WORK TO BE COMPLETED:
The listing is to be reproduced exactly, excluding its pictures.

[DATA SECTION — start]

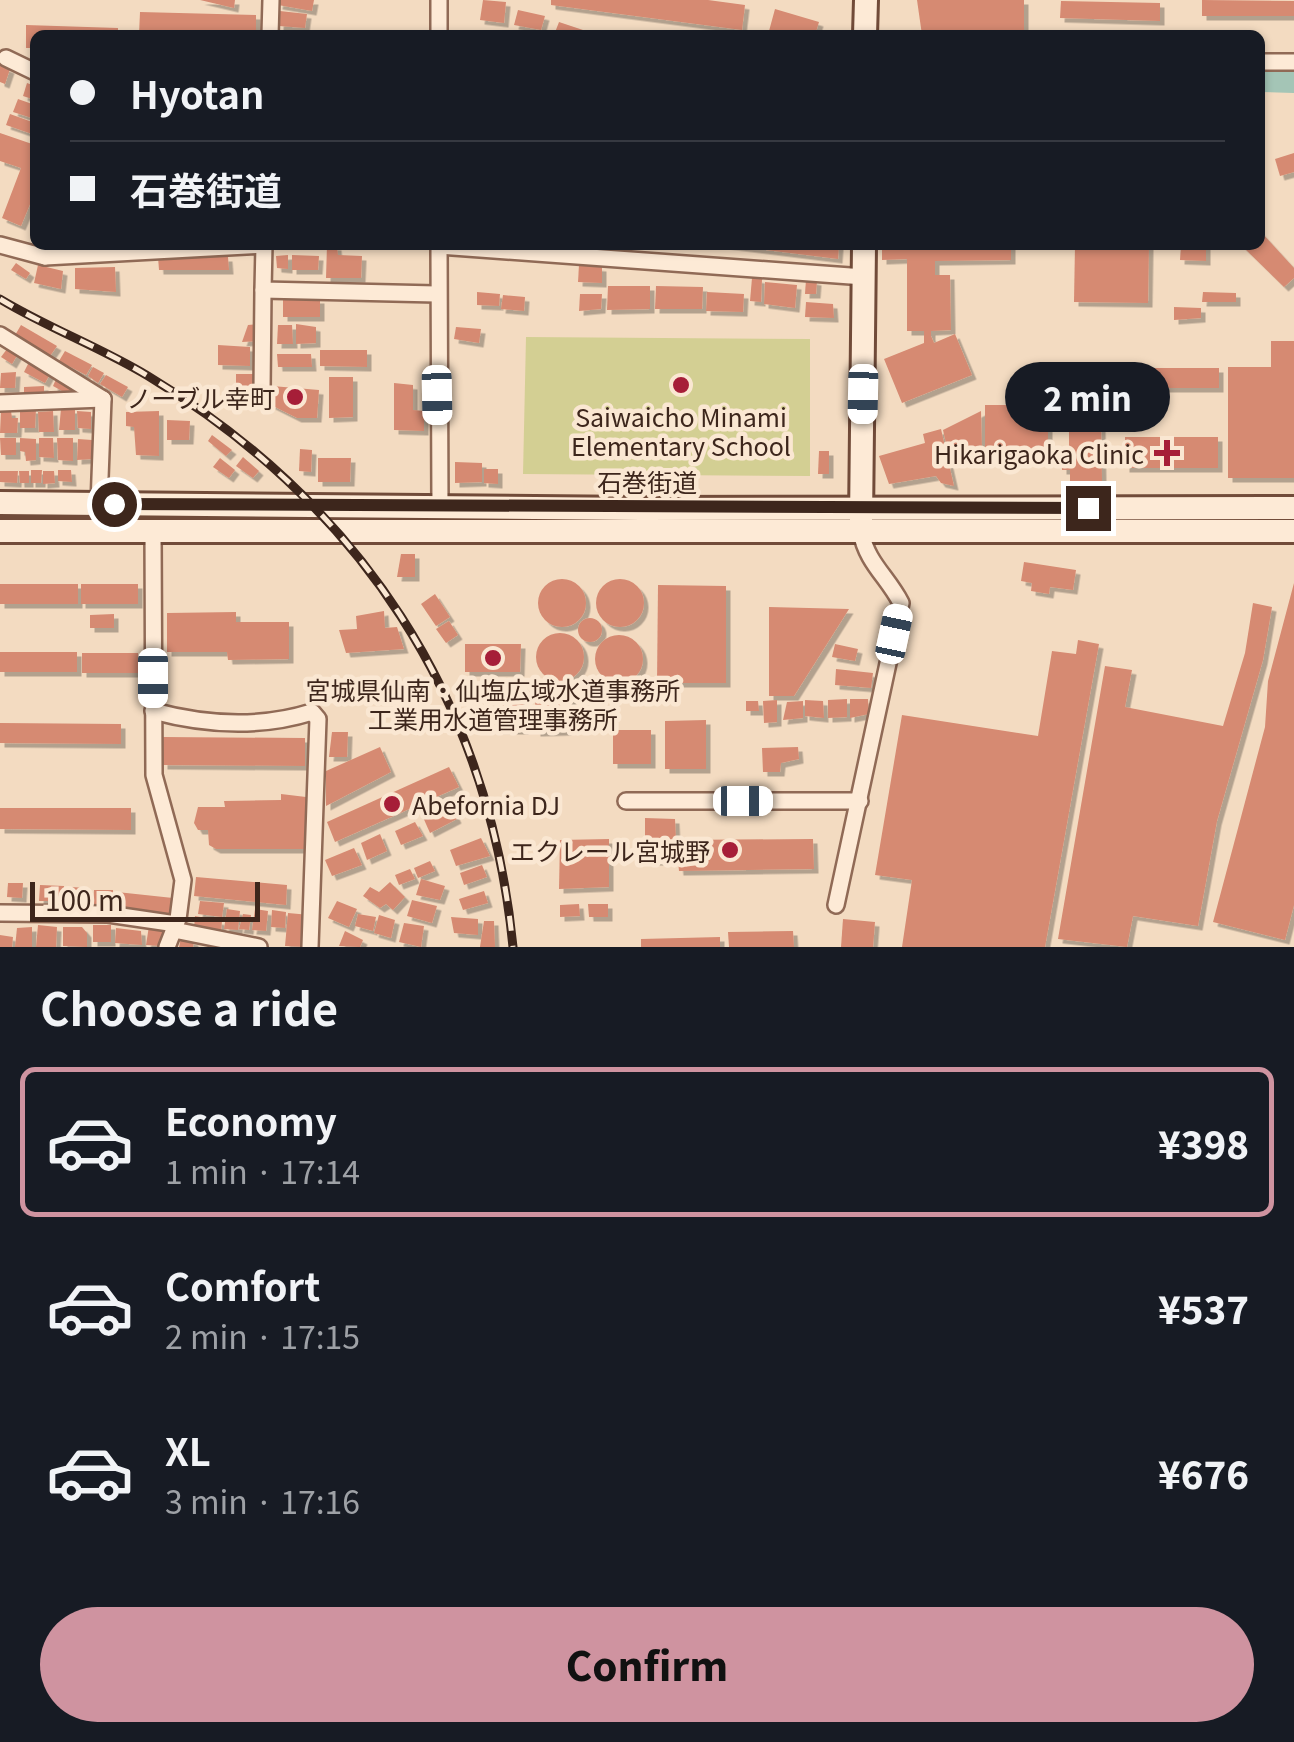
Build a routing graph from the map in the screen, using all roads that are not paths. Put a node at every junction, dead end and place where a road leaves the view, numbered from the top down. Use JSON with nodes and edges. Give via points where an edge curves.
{"nodes":[{"id":1,"x":271,"y":0,"type":"edge"},
{"id":2,"x":439,"y":0,"type":"edge"},
{"id":3,"x":866,"y":0,"type":"edge"},
{"id":4,"x":270,"y":30,"type":"edge"},
{"id":5,"x":439,"y":30,"type":"edge"},
{"id":6,"x":866,"y":30,"type":"edge"},
{"id":7,"x":6,"y":58,"type":"dead end"},
{"id":8,"x":1265,"y":62,"type":"edge"},
{"id":9,"x":1294,"y":62,"type":"edge"},
{"id":10,"x":30,"y":70,"type":"edge"},
{"id":11,"x":0,"y":245,"type":"edge"},
{"id":12,"x":30,"y":249,"type":"edge"},
{"id":13,"x":82,"y":250,"type":"edge"},
{"id":14,"x":264,"y":250,"type":"edge"},
{"id":15,"x":439,"y":250,"type":"edge"},
{"id":16,"x":503,"y":250,"type":"edge"},
{"id":17,"x":864,"y":250,"type":"edge"},
{"id":18,"x":46,"y":251,"type":"edge"},
{"id":19,"x":864,"y":278,"type":"junction"},
{"id":20,"x":263,"y":290,"type":"junction"},
{"id":21,"x":436,"y":294,"type":"junction"},
{"id":22,"x":0,"y":335,"type":"edge"},
{"id":23,"x":262,"y":391,"type":"dead end"},
{"id":24,"x":103,"y":399,"type":"junction"},
{"id":25,"x":0,"y":403,"type":"edge"},
{"id":26,"x":0,"y":503,"type":"edge"},
{"id":27,"x":99,"y":504,"type":"junction"},
{"id":28,"x":154,"y":506,"type":"junction"},
{"id":29,"x":440,"y":508,"type":"junction"},
{"id":30,"x":861,"y":508,"type":"junction"},
{"id":31,"x":1294,"y":508,"type":"edge"},
{"id":32,"x":153,"y":530,"type":"junction"},
{"id":33,"x":0,"y":531,"type":"edge"},
{"id":34,"x":1294,"y":531,"type":"edge"},
{"id":35,"x":861,"y":532,"type":"junction"},
{"id":36,"x":153,"y":711,"type":"junction"},
{"id":37,"x":626,"y":801,"type":"dead end"},
{"id":38,"x":860,"y":801,"type":"junction"},
{"id":39,"x":836,"y":906,"type":"dead end"},
{"id":40,"x":0,"y":913,"type":"edge"},
{"id":41,"x":175,"y":927,"type":"junction"},
{"id":42,"x":167,"y":947,"type":"edge"},
{"id":43,"x":259,"y":947,"type":"edge"},
{"id":44,"x":310,"y":947,"type":"edge"}],
"edges":[{"from":1,"to":4,"type":"street"},
{"from":2,"to":5,"type":"street"},
{"from":3,"to":6,"type":"street"},
{"from":7,"to":10,"type":"street"},
{"from":8,"to":9,"type":"street"},
{"from":11,"to":12,"type":"street"},
{"from":13,"to":18,"type":"street"},
{"from":14,"to":20,"type":"street"},
{"from":15,"to":21,"type":"street"},
{"from":16,"to":19,"type":"street"},
{"from":17,"to":19,"type":"street"},
{"from":19,"to":30,"type":"street"},
{"from":20,"to":21,"type":"street"},
{"from":20,"to":23,"type":"street"},
{"from":21,"to":29,"type":"street"},
{"from":22,"to":24,"type":"street"},
{"from":24,"to":25,"type":"street"},
{"from":24,"to":27,"type":"street"},
{"from":26,"to":27,"type":"street","name":"石巻街道"},
{"from":27,"to":28,"type":"street","name":"石巻街道"},
{"from":28,"to":29,"type":"street","name":"石巻街道"},
{"from":28,"to":32,"type":"street"},
{"from":29,"to":30,"type":"street","name":"石巻街道"},
{"from":30,"to":31,"type":"street","name":"石巻街道"},
{"from":30,"to":35,"type":"street"},
{"from":32,"to":33,"type":"street","name":"石巻街道"},
{"from":32,"to":35,"type":"street","name":"石巻街道"},
{"from":32,"to":36,"type":"street"},
{"from":34,"to":35,"type":"street","name":"石巻街道"},
{"from":35,"to":38,"type":"street","via":[[875,570],[901,603]]},
{"from":36,"to":41,"type":"street","via":[[154,775],[183,880]]},
{"from":36,"to":44,"type":"street","via":[[192,722],[282,722],[312,712],[318,719]]},
{"from":37,"to":38,"type":"street"},
{"from":38,"to":39,"type":"street"},
{"from":40,"to":41,"type":"street","via":[[108,914]]},
{"from":41,"to":42,"type":"street"},
{"from":41,"to":43,"type":"street"}]}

[DATA SECTION — finish]

EXERCISE OUTPUT:
Build a routing graph from the map in the screen, using all roads that are not paths. Put a node at every junction, dead end and place where a road leaves the view, numbered from the top down. Use JSON with nodes and edges. Give via points where an edge curves.
{"nodes":[{"id":1,"x":271,"y":0,"type":"edge"},
{"id":2,"x":439,"y":0,"type":"edge"},
{"id":3,"x":866,"y":0,"type":"edge"},
{"id":4,"x":270,"y":30,"type":"edge"},
{"id":5,"x":439,"y":30,"type":"edge"},
{"id":6,"x":866,"y":30,"type":"edge"},
{"id":7,"x":6,"y":58,"type":"dead end"},
{"id":8,"x":1265,"y":62,"type":"edge"},
{"id":9,"x":1294,"y":62,"type":"edge"},
{"id":10,"x":30,"y":70,"type":"edge"},
{"id":11,"x":0,"y":245,"type":"edge"},
{"id":12,"x":30,"y":249,"type":"edge"},
{"id":13,"x":82,"y":250,"type":"edge"},
{"id":14,"x":264,"y":250,"type":"edge"},
{"id":15,"x":439,"y":250,"type":"edge"},
{"id":16,"x":503,"y":250,"type":"edge"},
{"id":17,"x":864,"y":250,"type":"edge"},
{"id":18,"x":46,"y":251,"type":"edge"},
{"id":19,"x":864,"y":278,"type":"junction"},
{"id":20,"x":263,"y":290,"type":"junction"},
{"id":21,"x":436,"y":294,"type":"junction"},
{"id":22,"x":0,"y":335,"type":"edge"},
{"id":23,"x":262,"y":391,"type":"dead end"},
{"id":24,"x":103,"y":399,"type":"junction"},
{"id":25,"x":0,"y":403,"type":"edge"},
{"id":26,"x":0,"y":503,"type":"edge"},
{"id":27,"x":99,"y":504,"type":"junction"},
{"id":28,"x":154,"y":506,"type":"junction"},
{"id":29,"x":440,"y":508,"type":"junction"},
{"id":30,"x":861,"y":508,"type":"junction"},
{"id":31,"x":1294,"y":508,"type":"edge"},
{"id":32,"x":153,"y":530,"type":"junction"},
{"id":33,"x":0,"y":531,"type":"edge"},
{"id":34,"x":1294,"y":531,"type":"edge"},
{"id":35,"x":861,"y":532,"type":"junction"},
{"id":36,"x":153,"y":711,"type":"junction"},
{"id":37,"x":626,"y":801,"type":"dead end"},
{"id":38,"x":860,"y":801,"type":"junction"},
{"id":39,"x":836,"y":906,"type":"dead end"},
{"id":40,"x":0,"y":913,"type":"edge"},
{"id":41,"x":175,"y":927,"type":"junction"},
{"id":42,"x":167,"y":947,"type":"edge"},
{"id":43,"x":259,"y":947,"type":"edge"},
{"id":44,"x":310,"y":947,"type":"edge"}],
"edges":[{"from":1,"to":4,"type":"street"},
{"from":2,"to":5,"type":"street"},
{"from":3,"to":6,"type":"street"},
{"from":7,"to":10,"type":"street"},
{"from":8,"to":9,"type":"street"},
{"from":11,"to":12,"type":"street"},
{"from":13,"to":18,"type":"street"},
{"from":14,"to":20,"type":"street"},
{"from":15,"to":21,"type":"street"},
{"from":16,"to":19,"type":"street"},
{"from":17,"to":19,"type":"street"},
{"from":19,"to":30,"type":"street"},
{"from":20,"to":21,"type":"street"},
{"from":20,"to":23,"type":"street"},
{"from":21,"to":29,"type":"street"},
{"from":22,"to":24,"type":"street"},
{"from":24,"to":25,"type":"street"},
{"from":24,"to":27,"type":"street"},
{"from":26,"to":27,"type":"street","name":"石巻街道"},
{"from":27,"to":28,"type":"street","name":"石巻街道"},
{"from":28,"to":29,"type":"street","name":"石巻街道"},
{"from":28,"to":32,"type":"street"},
{"from":29,"to":30,"type":"street","name":"石巻街道"},
{"from":30,"to":31,"type":"street","name":"石巻街道"},
{"from":30,"to":35,"type":"street"},
{"from":32,"to":33,"type":"street","name":"石巻街道"},
{"from":32,"to":35,"type":"street","name":"石巻街道"},
{"from":32,"to":36,"type":"street"},
{"from":34,"to":35,"type":"street","name":"石巻街道"},
{"from":35,"to":38,"type":"street","via":[[875,570],[901,603]]},
{"from":36,"to":41,"type":"street","via":[[154,775],[183,880]]},
{"from":36,"to":44,"type":"street","via":[[192,722],[282,722],[312,712],[318,719]]},
{"from":37,"to":38,"type":"street"},
{"from":38,"to":39,"type":"street"},
{"from":40,"to":41,"type":"street","via":[[108,914]]},
{"from":41,"to":42,"type":"street"},
{"from":41,"to":43,"type":"street"}]}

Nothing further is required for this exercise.